SAS Comparing values across multiple columns of the same observation?

I have observations with column ID, a, b, c, and d. I want to count the number of unique values in columns a, b, c, and d. So:
I want:
I can't figure out how to count distinct within each row, I can do it among multiple rows but within the row by the columns, I don't know.
Any help would be appreciated. Thank you
********************************************UPDATE*******************************************************
Thank you to everyone that has replied!!
I used a different method (that is less efficient) that I felt I understood more. I am still going to look into the ways listed below however to learn the correct method. Here is what I did in case anyone was wondering:
I created four tables where in each table I created a variable named for example ‘abcd’ and placed a variable under that name.
So it was something like this:
PROC SQL;
CREATE TABLE table1_a AS
SELECT
*
a as abcd
FROM table_I_have_with_all_columns
;
QUIT;
PROC SQL;
CREATE TABLE table2_b AS
SELECT
*
b as abcd
FROM table_I_have_with_all_columns
;
QUIT;
PROC SQL;
CREATE TABLE table3_c AS
SELECT
*
c as abcd
FROM table_I_have_with_all_columns
;
QUIT;
PROC SQL;
CREATE TABLE table4_d AS
SELECT
*
d as abcd
FROM table_I_have_with_all_columns
;
QUIT;
Then I stacked them (this means I have duplicate rows but that ok because I just want all of the variables in 1 column and I can do distinct count.
data ALL_STACK;
set
table1_a
table1_b
table1_c
table1_d
;
run;
Then I counted all unique values in ‘abcd’ grouped by ID
PROC SQL ;
CREATE TABLE count_unique AS
SELECT
My_id,
COUNT(DISTINCT abcd) as Count_customers
FROM ALL_STACK
GROUP BY my_id
;
RUN;
Obviously, it’s not efficient to replicate a table 4 times just to put a variables under the same name and then stack them. But my tables were somewhat small enough that I could do it and then immediately delete them after the stack. If you have a very large dataset this method would most certainly be troublesome. I used this method over the others because I was trying to use Procs more than loops, etc.
A linear search for duplicates in an array is O(n2) and perfectly fine for small n.

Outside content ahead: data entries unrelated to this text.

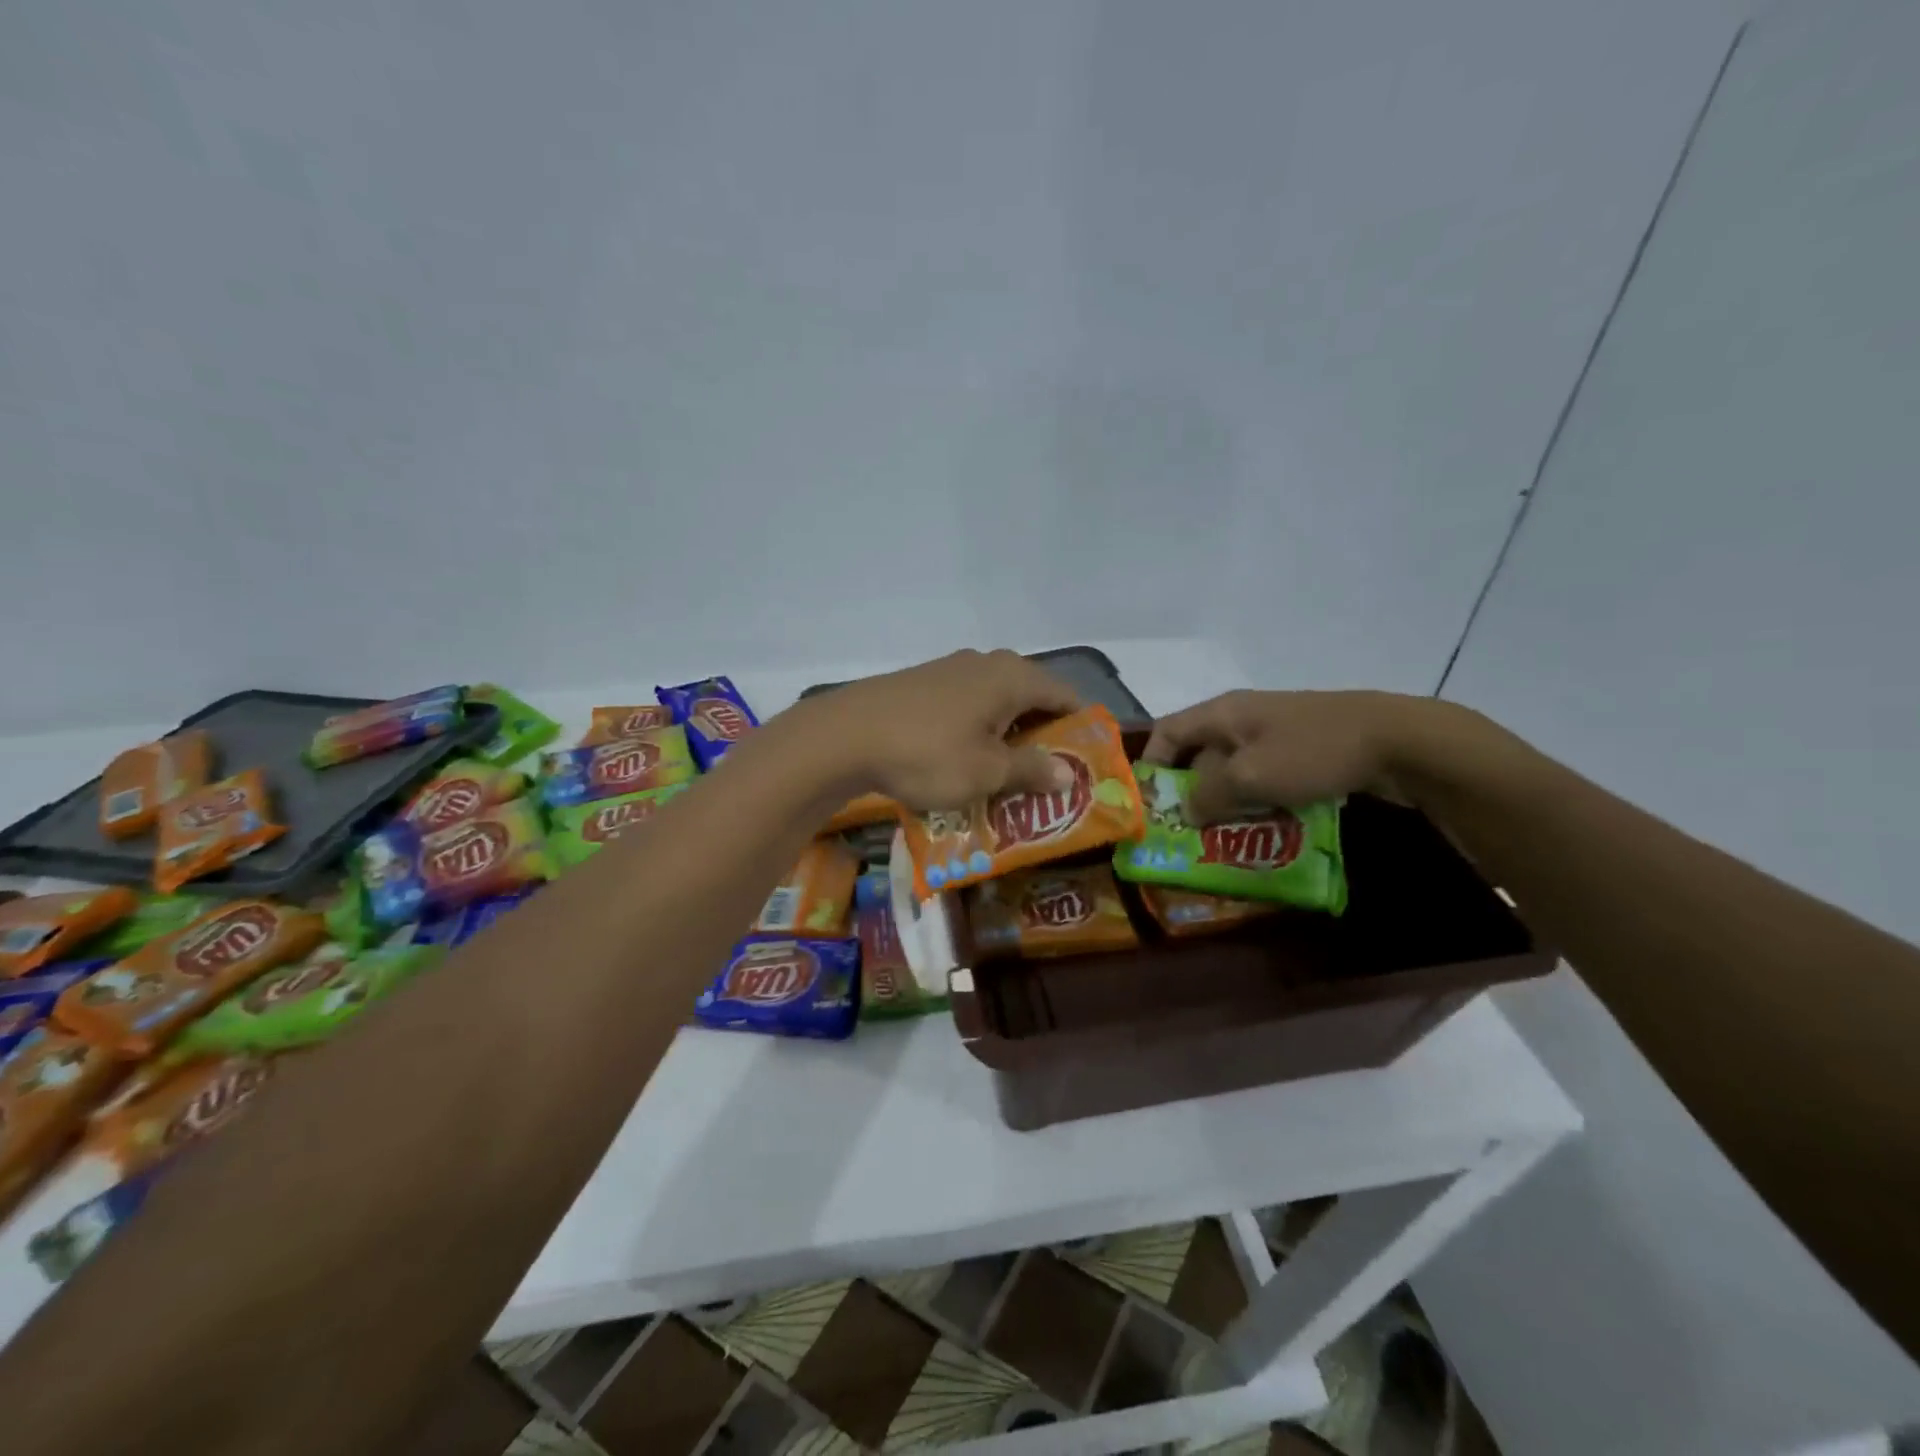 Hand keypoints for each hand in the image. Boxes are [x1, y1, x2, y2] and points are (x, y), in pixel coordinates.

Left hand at [808, 649, 1080, 809]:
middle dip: (1042, 737)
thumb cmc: (928, 753)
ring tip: (1007, 775)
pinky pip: (967, 706)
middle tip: (1047, 778)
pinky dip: (977, 731)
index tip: (1084, 764)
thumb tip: (1068, 774)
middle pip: (1032, 698)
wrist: (844, 736)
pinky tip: (965, 759)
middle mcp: (987, 663)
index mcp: (1013, 677)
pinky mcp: (923, 683)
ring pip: (996, 703)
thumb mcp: (987, 771)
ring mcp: (951, 670)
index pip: (1065, 696)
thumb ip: (1032, 770)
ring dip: (1007, 736)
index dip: (1079, 729)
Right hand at [1141, 689, 1437, 821]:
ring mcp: (1275, 735)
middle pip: (1199, 756)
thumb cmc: (1312, 751)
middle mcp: (1242, 719)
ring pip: (1234, 772)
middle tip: (1185, 833)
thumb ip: (1208, 795)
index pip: (1167, 731)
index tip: (1149, 804)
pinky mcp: (1303, 752)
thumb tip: (1185, 811)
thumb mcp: (1250, 776)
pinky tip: (1265, 830)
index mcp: (1222, 713)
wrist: (1398, 740)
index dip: (1151, 764)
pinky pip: (1265, 779)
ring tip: (1221, 841)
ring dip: (1226, 804)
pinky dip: (1258, 803)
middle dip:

The n for a b c d is four.
The search evaluates every pair in the array and has a flow very similar to a bubble sort.
data have;
input id a b c d; datalines;
11 2 3 4 4
22 1 8 1 1
33 6 . 1 2
44 . 1 1 .
55 . . . .
66 1 2 3 4
run;
The linear search for duplicates will occur on every row, and the count_distinct will be initialized automatically in each row to a missing (.) value. The sum function is used to increment the count when a non-missing value is not found in any prior array indices.
* linear search O(N**2);
data want;
set have;
array x a b c d;
do i = 1 to dim(x) while (missing(x(i)));
end;
if i <= dim(x) then count_distinct = 1;
do j = i+1 to dim(x);
if missing(x(j)) then continue;
do k = i to j-1 ;
if x(k) = x(j) then leave;
end;
if k = j then count_distinct = sum(count_distinct,1);
end;
drop i j k;
run;
Try to transpose dataset, each ID becomes one column, frequency each ID column by option nlevels, which count frequency of value, then merge back with original dataset.
Proc transpose data=have prefix=ID out=temp;
id ID;
run;
Proc freq data=temp nlevels;
table ID:;
ods output nlevels=count(keep=TableVar NNonMisslevels);
run;
data count;
set count;
ID=compress(TableVar,,'kd');
drop TableVar;
run;
data want;
merge have count;
by id;
run;
one more way using sortn and using conditions.
data have;
input id a b c d; datalines;
11 2 3 4 4
22 1 8 1 1
33 6 . 1 2
44 . 1 1 .
55 . . . .
66 1 2 3 4
77 . 3 . 4
88 . 9 5 .
99 . . 2 2
76 . . . 2
58 1 1 . .
50 2 . 2 .
66 2 . 7 .
89 1 1 1 .
75 1 2 3 .
76 . 5 6 7
88 . 1 1 1
43 1 . . 1
31 1 . . 2
;
data want;
set have;
_a=a; _b=b; _c=c; _d=d;
array hello(*) _a _b _c _d;
call sortn(of hello(*));
if a=. and b = . and c= . and d =. then count=0;
else count=1;
do i = 1 to dim(hello)-1;
if hello(i) = . then count+ 0;
else if hello(i)-hello(i+1) = . then count+0;
else if hello(i)-hello(i+1) = 0 then count+ 0;
else if hello(i)-hello(i+1) ne 0 then count+ 1;
end;
drop i _:;
run;
You could just put the unique values into a temporary array. Let's convert your photograph into data.
data have;
input id a b c d;
datalines;
11 2 3 4 4
22 1 8 1 1
33 6 . 1 2
44 . 1 1 .
;
So make an array of the input variables and another temporary array to hold the unique values. Then loop over the input variables and save the unique values. Finally count how many unique values there are.
data want ;
set have ;
array unique (4) _temporary_;
array values a b c d ;
call missing(of unique(*));
do _n_=1 to dim(values);
if not missing(values(_n_)) then
if not whichn(values(_n_),of unique(*)) then
unique(_n_)=values(_n_)
;
end;
count=n(of unique(*));
run;
Output:
Obs id a b c d count
1 11 2 3 4 4 3
2 22 1 8 1 1 2
3 33 6 . 1 2 3
4 44 . 1 1 . 1

How to add a column of repeated numbers in SAS?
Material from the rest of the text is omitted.